Manifestantes desafiam militares e protestam contra golpe de Estado em Mianmar

Mianmar foi palco nesta sexta-feira (5) do maior protesto contra o golpe de Estado militar que derrubou na segunda-feira (1°) o governo de Aung San Suu Kyi, que está em prisão domiciliar em Naypyidaw. Centenas de professores e estudantes desafiaram os militares e se reuniram em frente de uma universidade de Yangon, enquanto o Exército continua detendo líderes políticos e ativistas birmaneses.

Os manifestantes fizeram a saudação com três dedos da mão, um gesto de resistência utilizado por vários movimentos pró-democracia asiáticos, como na Tailândia. Eles também cantaram uma música antiga que se tornou popular durante a revolta de 1988, violentamente reprimida pelo exército birmanês, e pediram “longa vida à mãe Suu” Kyi. A líder, presa em casa, está em “boa saúde”, segundo um porta-voz de seu partido, a Liga Nacional para a Democracia.

“Enquanto os generais continuarem no poder, não voltaremos ao trabalho. Se todo mundo resisitr, o sistema não vai aguentar”, declarou Win Win Maw, professor do departamento de História.

Funcionários públicos de vários ministérios também cruzaram os braços temporariamente na capital Naypyidaw. Todos ostentavam uma fita vermelha, cor do partido Liga Nacional para a Democracia (LND), de San Suu Kyi.

Desde o golpe de Estado em Mianmar na última segunda-feira, um movimento de desobediência civil começou no país. Os birmaneses fazem panelaço e buzinaços todas as noites, às 20h. Algumas lojas fecharam as portas e, na quarta-feira (3), os profissionais de saúde convocaram uma greve por tempo indeterminado em várias cidades. Advogados e médicos participaram de uma primeira manifestação, e vários manifestantes foram presos em Mandalay.

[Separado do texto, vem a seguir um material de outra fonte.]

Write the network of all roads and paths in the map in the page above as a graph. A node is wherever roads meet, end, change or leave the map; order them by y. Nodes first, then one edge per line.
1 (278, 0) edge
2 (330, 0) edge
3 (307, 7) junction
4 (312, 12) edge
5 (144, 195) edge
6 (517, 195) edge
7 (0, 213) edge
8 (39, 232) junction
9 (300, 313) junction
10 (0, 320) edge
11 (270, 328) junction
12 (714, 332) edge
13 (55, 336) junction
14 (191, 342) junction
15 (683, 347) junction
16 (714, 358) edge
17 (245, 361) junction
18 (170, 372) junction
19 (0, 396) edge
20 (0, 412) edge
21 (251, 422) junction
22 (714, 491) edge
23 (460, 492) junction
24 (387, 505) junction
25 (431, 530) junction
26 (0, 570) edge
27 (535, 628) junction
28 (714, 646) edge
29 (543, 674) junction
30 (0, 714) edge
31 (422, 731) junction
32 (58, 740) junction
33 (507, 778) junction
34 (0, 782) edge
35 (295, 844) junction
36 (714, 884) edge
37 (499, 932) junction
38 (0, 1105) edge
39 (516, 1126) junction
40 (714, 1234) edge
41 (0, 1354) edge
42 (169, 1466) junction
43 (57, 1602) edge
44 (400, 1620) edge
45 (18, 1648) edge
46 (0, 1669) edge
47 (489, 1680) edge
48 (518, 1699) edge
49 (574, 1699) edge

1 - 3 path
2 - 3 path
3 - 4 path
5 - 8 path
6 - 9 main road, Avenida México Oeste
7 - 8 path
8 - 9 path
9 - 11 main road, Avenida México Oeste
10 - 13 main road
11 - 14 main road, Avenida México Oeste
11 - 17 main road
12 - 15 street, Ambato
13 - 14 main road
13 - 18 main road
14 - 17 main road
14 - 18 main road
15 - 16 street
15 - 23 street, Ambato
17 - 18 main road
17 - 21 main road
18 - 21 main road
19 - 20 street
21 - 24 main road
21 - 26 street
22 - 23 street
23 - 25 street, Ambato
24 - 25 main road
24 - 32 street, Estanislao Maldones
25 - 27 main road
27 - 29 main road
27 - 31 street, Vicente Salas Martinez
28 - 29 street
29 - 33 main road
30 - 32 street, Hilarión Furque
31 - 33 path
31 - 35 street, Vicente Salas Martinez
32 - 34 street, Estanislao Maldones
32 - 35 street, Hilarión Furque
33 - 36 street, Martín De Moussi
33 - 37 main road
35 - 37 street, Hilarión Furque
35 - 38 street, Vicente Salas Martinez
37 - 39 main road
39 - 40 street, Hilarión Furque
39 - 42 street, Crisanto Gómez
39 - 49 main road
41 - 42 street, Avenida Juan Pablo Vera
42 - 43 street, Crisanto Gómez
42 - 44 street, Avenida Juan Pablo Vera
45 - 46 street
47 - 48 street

Em Yangon, o movimento de desobediência civil se intensifica no setor da saúde. Uma cirurgiã, entrevistada pela RFI, que preferiu não ser identificada, disse que a greve atinge mais de cem hospitais.

Economia

“Mais de mil médicos, enfermeiras e profissionais da saúde que trabalham em mais de cem hospitais públicos começaram uma campanha de desobediência civil aos militares. Alguns pararam de trabalhar, outros vão continuar a atender os pacientes, mas não vão obedecer às ordens do governo militar. Esse é apenas o início da campanha de desobediência civil. Muitos estrangeiros estão querendo lançar um fundo de emergência para ajudar os profissionais que cruzaram os braços. Este não é um conflito entre a LND e o exército, é um conflito entre a vontade do povo e os militares”, declarou a médica birmanesa à jornalista Yelena Tomitch.

Dezenas de detenções
Apesar das reiteradas condenações internacionais, os generais, que interromperam brutalmente a frágil transição democrática no país, continuam a onda de repressão e detenções. Na madrugada desta sexta-feira, eles prenderam Win Htein, de 79 anos, um político veterano da LND, indicou o porta-voz do partido. Na quarta-feira, Htein, que passou vinte anos na prisão entre 1989 e 2010, quando a junta militar comandava o país, havia previsto que seria novamente detido, mas salientou que “não estava preocupado, pois está acostumado à luta pacífica”.

Min Htin Ko Ko Gyi, um cineasta que já cumpriu pena de prisão por ter criticado o exército, também foi detido hoje, segundo informações de um sobrinho.

Quatro dias depois da queda de Aung San Suu Kyi, que está em prisão domiciliar na capital e foi indiciada por ter violado uma regra comercial, mais de 150 líderes políticos e ativistas já foram detidos no país, de acordo com dados da Associação de Assistência a Prisioneiros Políticos, uma ONG baseada em Yangon.

Biden pede renúncia de golpistas
O presidente americano, Joe Biden, pediu aos generais birmaneses, que derrubaram o governo da Nobel da Paz, que “renunciassem ao poder” sem impor condições. Os Estados Unidos estudam sanções contra alguns militares de Mianmar.

Já as Nações Unidas adotaram um tom mais moderado com os golpistas. O Conselho de Segurança da ONU adotou uma declaração comum notificando a “profunda preocupação” do órgão com a situação em Mianmar e pedindo a libertação de todos os detidos. Mas o texto não condena o golpe de Estado, devido à oposição da China e da Rússia a essa condenação.

Pequim continua sendo o principal apoio de Mianmar nas Nações Unidas. Durante a crise do refugiados rohingyas, a minoria muçulmana massacrada e expulsa do país, a China impediu todas a iniciativas contra no Conselho de Segurança contra o exército birmanês e seu chefe, Min Aung Hlaing, que agora concentra a maior parte do poder em Mianmar.